From: dominick.grift@gmail.com (Dominick Grift)
Date: Wed, 11 Dec 2013 09:56:37 +0100
Subject: [refpolicy] RFC: direct_init_entry breaks direct_initrc
In-Reply-To: <20131211083339.GA5997@siphos.be>
References: <20131211083339.GA5997@siphos.be>
Message-ID: <1386752197.18689.88.camel@d30>
To: refpolicy@oss.tresys.com
List-Id: refpolicy.oss.tresys.com

On Wed, 2013-12-11 at 09:33 +0100, Sven Vermeulen wrote:
> 
> What we do is we have the following set:
> 
> seutil_init_script_run_runinit(sysadm_t, sysadm_r)
> . seutil_init_script_domtrans_runinit(sysadm_t)
> . . init_script_file_domtrans(sysadm_t, run_init_t)
> . . . domain_auto_trans(sysadm_t, initrc_exec_t, run_init_t)
> 
> This ensures that, if sysadm_t executes an initrc_exec_t script, the script
> is launched in the run_init_t context. Then, our init system (OpenRC) calls
> a shared library we provide (linked with libselinux) which sets the next
> execution context to system_u:system_r:initrc_t (using setexeccon) and
> re-executes the script.
> 

Thanks. Do the *_admin() interfaces work in Gentoo?

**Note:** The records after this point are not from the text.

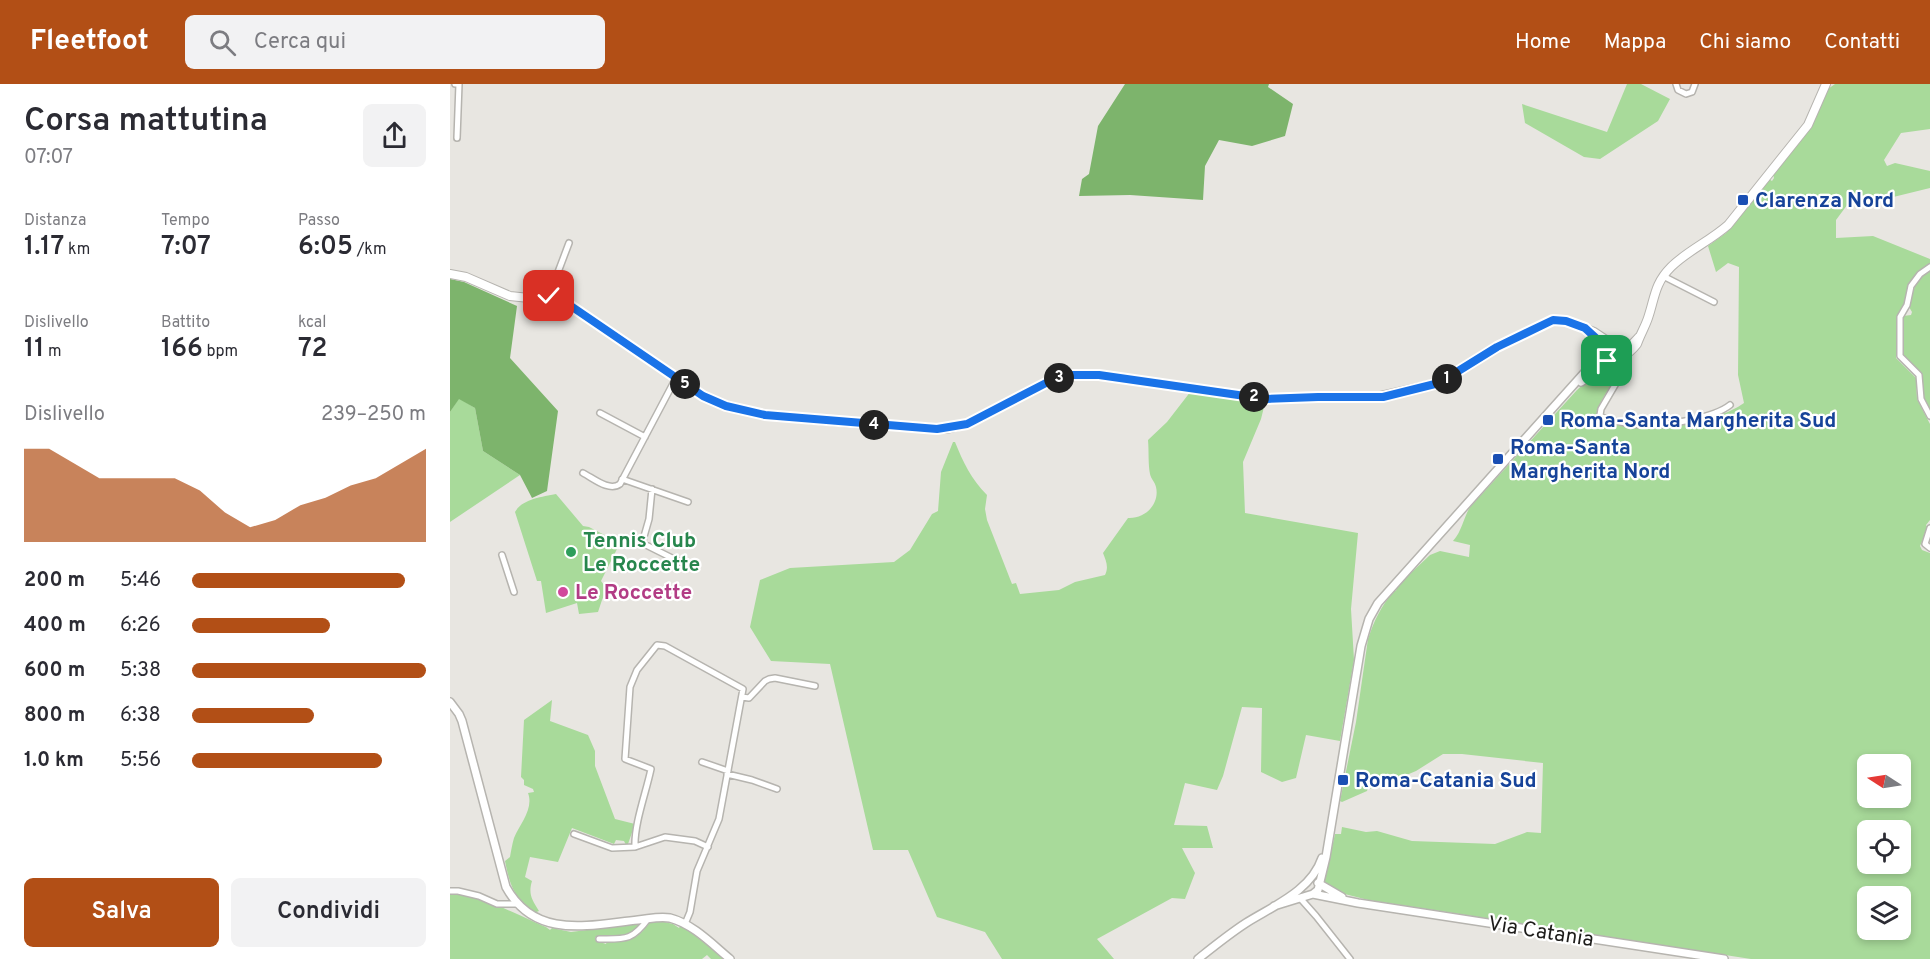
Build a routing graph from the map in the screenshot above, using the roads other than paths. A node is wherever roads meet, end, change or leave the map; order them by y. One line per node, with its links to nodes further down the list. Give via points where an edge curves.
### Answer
1 (455, 84): 5 (street, via 459,84)
2 (1676, 84): 3 (street, via 1686,94 1692,92)
3 (1695, 84)
4 (1826, 84): 9 (main road, via 1808,125 1728,225)
5 (457, 138)
6 (569, 243): 10 (street)
7 (1930, 267): 22 (street, via 1911,286 1900,316 1900,356 1919,375 1921,399)
8 (450, 274): 10 (main road, via 510,296)
9 (1663, 276): 11 (street); 13 (main road)
10 (549, 296): 18 (main road, via 565,302)
11 (1714, 302)
12 (1585, 328): 14 (main road); 15 (main road, via 1596,337); 18 (main road, via 1553,320 1488,352 1439,383 1383,397 1266,399 1099,375 1069,375 967,424 948,429 746,412 713,402)
13 (1639, 337): 14 (main road, via 1630,347); 16 (main road)
14 (1614, 348): 15 (main road, via 1607,346); 17 (main road)
15 (1602, 352): 17 (main road, via 1605,360); 19 (street)
16 (1626, 354): 17 (main road); 20 (street, via 1625,368 1601,409 1602,417 1643,425 1671,423)
17 (1614, 360): 19 (street)
18 (676, 378): 23 (street)
19 (1569, 391): 40 (street, via 1377,603 1361,646)
20 (1730, 405)
21 (600, 413): 23 (street)
22 (1930, 416)
23 (645, 437): 25 (street)
24 (583, 473): 25 (street, via 613,488)
25 (622, 479): 26 (street)
26 (652, 489): 27 (street); 31 (street, via 644,544)
27 (688, 502)
28 (1930, 528): 29 (street, via 1925,544)
29 (1930, 548)
30 (502, 555): 32 (street)
31 (690, 567)
32 (514, 592)
33 (815, 686): 34 (street, via 775,678 765,681 749,698)
34 (742, 697): 37 (street); 42 (street, via 743,689 665,646 657,645 637,670 630,687 626,759 651,769 634,836)
35 (450, 702): 49 (street, via 462,721 506,887)
36 (702, 762): 37 (street)
37 (728, 773): 38 (street); 41 (street, via 719,819)
38 (777, 789)
39 (574, 834): 42 (street, via 612,848)
40 (1329, 837): 43 (street, via 1321,862); 44 (street)
41 (708, 847): 42 (street, via 665,837); 52 (street, via 698,871)
42 (635, 848)
43 (1308, 881): 44 (street); 46 (street, via 1305,888); 50 (street)
44 (1319, 885): 46 (street); 48 (street)
45 (450, 891): 49 (street, via 497,904)
46 (1312, 894): 47 (street); 48 (street)
47 (1300, 898): 50 (street); 56 (street)
48 (1358, 903): 57 (street, Via Catania)
49 (517, 904): 51 (street, via 540,920 562,926)
50 (1275, 906): 55 (street)
51 (648, 919): 52 (street, via 664,917); 53 (street, via 627,939)
52 (688, 926): 54 (street)
53 (599, 939)
54 (730, 959)
55 (1198, 959)
56 (1350, 959)
57 (1724, 959)

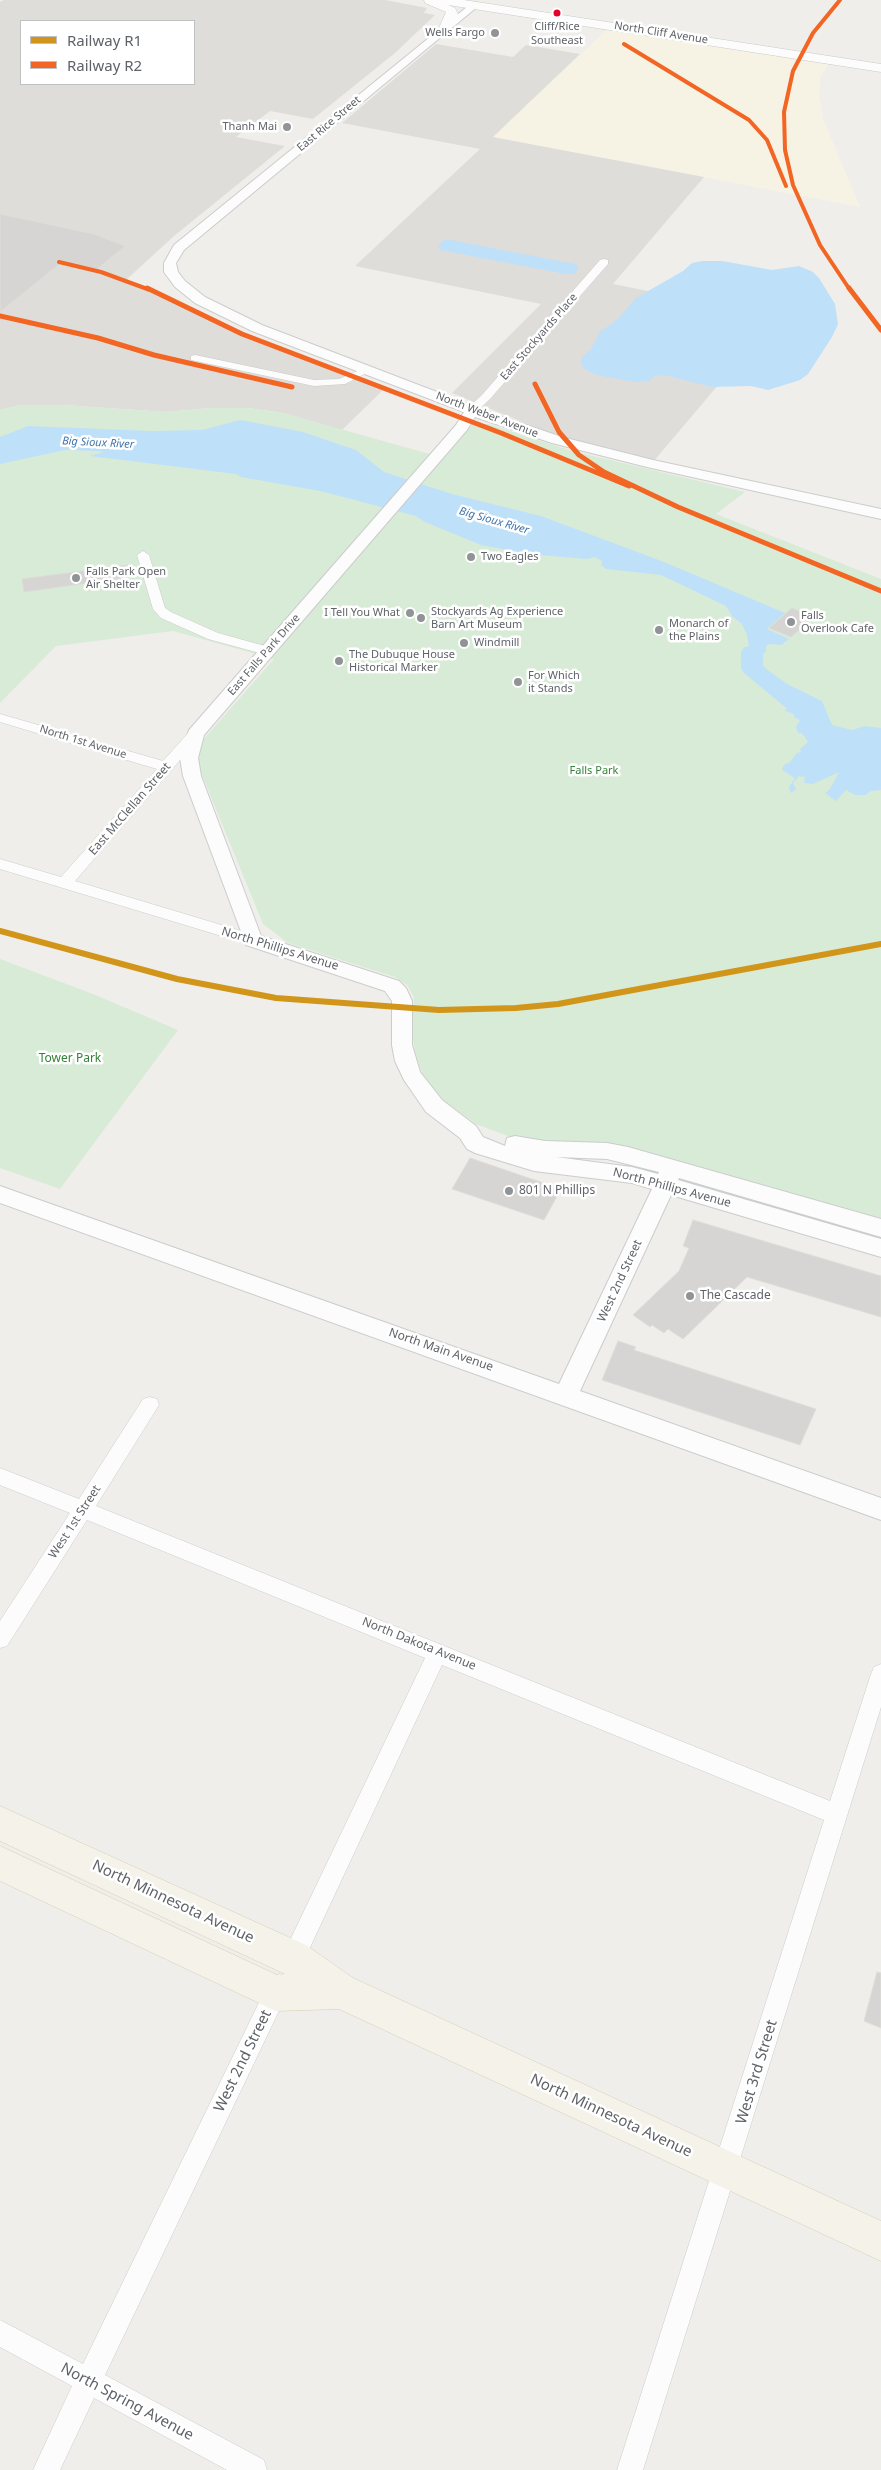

The role transition in the *_admin() interfaces happen on the init
scripts, So if they work in Gentoo then i think we can be pretty certain
that the change i am suggesting in my patch will not break the SELinux
policy openrc solution.

It's a bit harder to verify init related stuff now though because
gentoo, debian and fedora each use a different init systems now

I believe we need to make sure to role transition on the init scripts
only because if we role transition on the daemon executable files
themselves then we get conflicts with executable files that can be run
both as a system service as well as a sessions service.